Preuve à l’appui de cette formidable aliénation : les gens sont maintenant disposés, et parfois impatients, de se faire inoculer un produit développé dans une précipitation dont l’origine est plus à rechercher dans l’hubris actionnariale que dans la volonté de sauver des vies, tout cela pour pouvoir partir en vacances. Ou comment accepter de potentiellement mettre sa vie en danger pour continuer à la fuir.
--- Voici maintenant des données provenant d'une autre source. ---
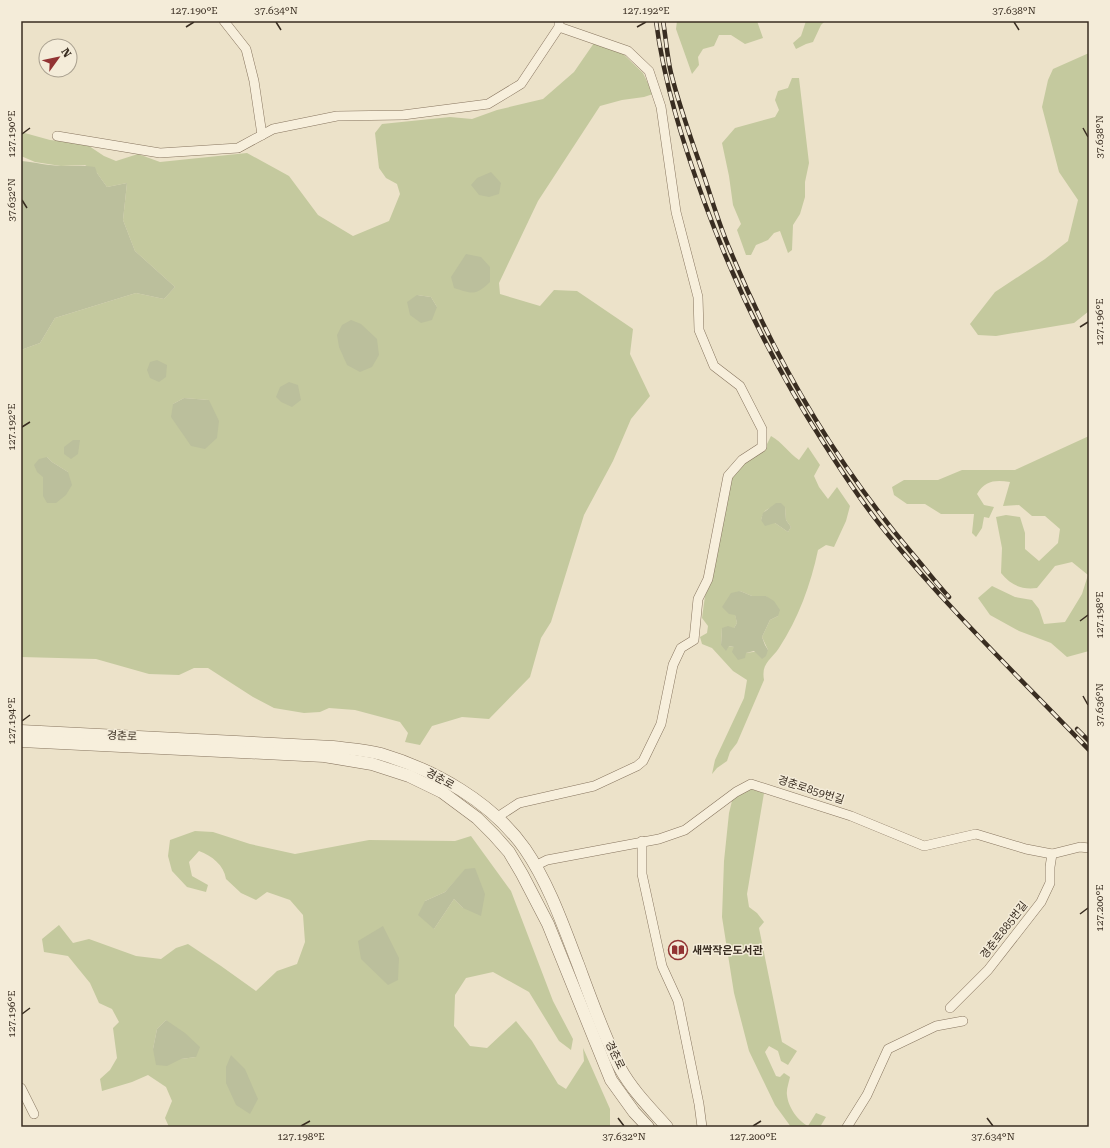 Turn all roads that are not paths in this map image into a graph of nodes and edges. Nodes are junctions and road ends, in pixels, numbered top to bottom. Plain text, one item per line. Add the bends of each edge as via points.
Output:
1 (224, 21) edge
2 (559, 24) edge
3 (262, 135) junction
4 (57, 136) dead end
5 (21, 731) edge
6 (21, 741) edge
7 (496, 818) junction
8 (642, 841) junction
9 (1089, 848) edge
10 (1052, 854) junction
11 (535, 866) junction
12 (950, 1008) dead end
13 (963, 1021) dead end
14 (21, 1088) edge
15 (34, 1114) dead end
16 (648, 1127) edge
17 (667, 1127) edge
18 (702, 1127) edge
19 (847, 1127) edge

1 - 3 street via 246,49 254,81
2 - 3 street via 521,84 488,104 403,115 337,116 273,129
2 - 7 street via 628,51 649,71 661,107 676,212 698,296 699,330 714,366 740,386 762,429 762,447 742,460 728,476 708,579 698,599 694,640 681,648 673,665 661,724 643,761 594,786 519,803
3 - 4 street via 238,148 160,153
5 - 7 street, 경춘로 via 333,747 364,751 419,768 451,784
6 - 16 street, 경춘로 via 324,756 372,764 409,776 442,792 477,818 508,852 518,868 548,924 611,1080
7 - 11 street, 경춘로 via 525,849
8 - 10 street, 경춘로859번길 via 660,839 684,830 751,784 851,816 924,846 976,834
8 - 11 street, 경춘로859번길 via 547,860
8 - 18 street via 642,874 662,966 678,1002 700,1104
9 - 10 street, 경춘로859번길 via 1080,847
10 - 12 street, 경춘로885번길 via 1050,883 1041,902 988,970
11 - 17 street, 경춘로 via 557,910 620,1068 642,1100
13 - 19 street via 936,1026 888,1049 868,1095
14 - 15 street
Les gouvernements, serviteurs zélés des décideurs issus des multinationales, auront donc réussi une chose inédite et épouvantable : diviser le peuple en deux, mais aussi, faire que dans chacun de ces groupes, chacun se méfie de l’autre, et que le tout ne forme plus qu’un amas de monades dont l’Autre n’est plus qu’élément de décor.
Les mêmes sont toujours au pouvoir donc, ceux qui nous veulent du « bien », issus du Boston Consulting Group, de Friends of Europe, de Mc Kinsey ou encore du lobby pharmaceutique, ces grandes boîtes et autres Think Tanks de « décideurs », magnanimes dans la com’, réalistes dans la pratique :
« Les remèdes qui guérissent immédiatement représenteraient un intérêt formidable pour les patients et la société, mais pourraient être un obstacle pour ceux qui cherchent un cash-flow financier durable »(2).
Ces technocrates qui, quand l’appartement brûle, installent en toute précipitation la 5G, l’éclairage led sur les autouroutes, les parcs d’éoliennes … plutôt que d’appeler les pompiers, sauver ce qu’il reste, s’asseoir enfin et réfléchir au monde à reconstruire. Car c’est le moment, le kairos. Il n’y en aura plus d’autre.
Alexandre Penasse
Notes et références
De là le fait que si les gens ne réalisent pas que la crise est politique et non sanitaire, l’exutoire risque fort bien d’être ceux qui le disent.
Rapport de la banque Goldman Sachs « Guérir les patients est-il un business model soutenable ? », cité dans Big Pharma démasqué, Xavier Bazin, Guy Trédaniel éditeurs, 2021, p. 214.
Alors qu’on ne sait pas comment démanteler et recycler les plus anciennes.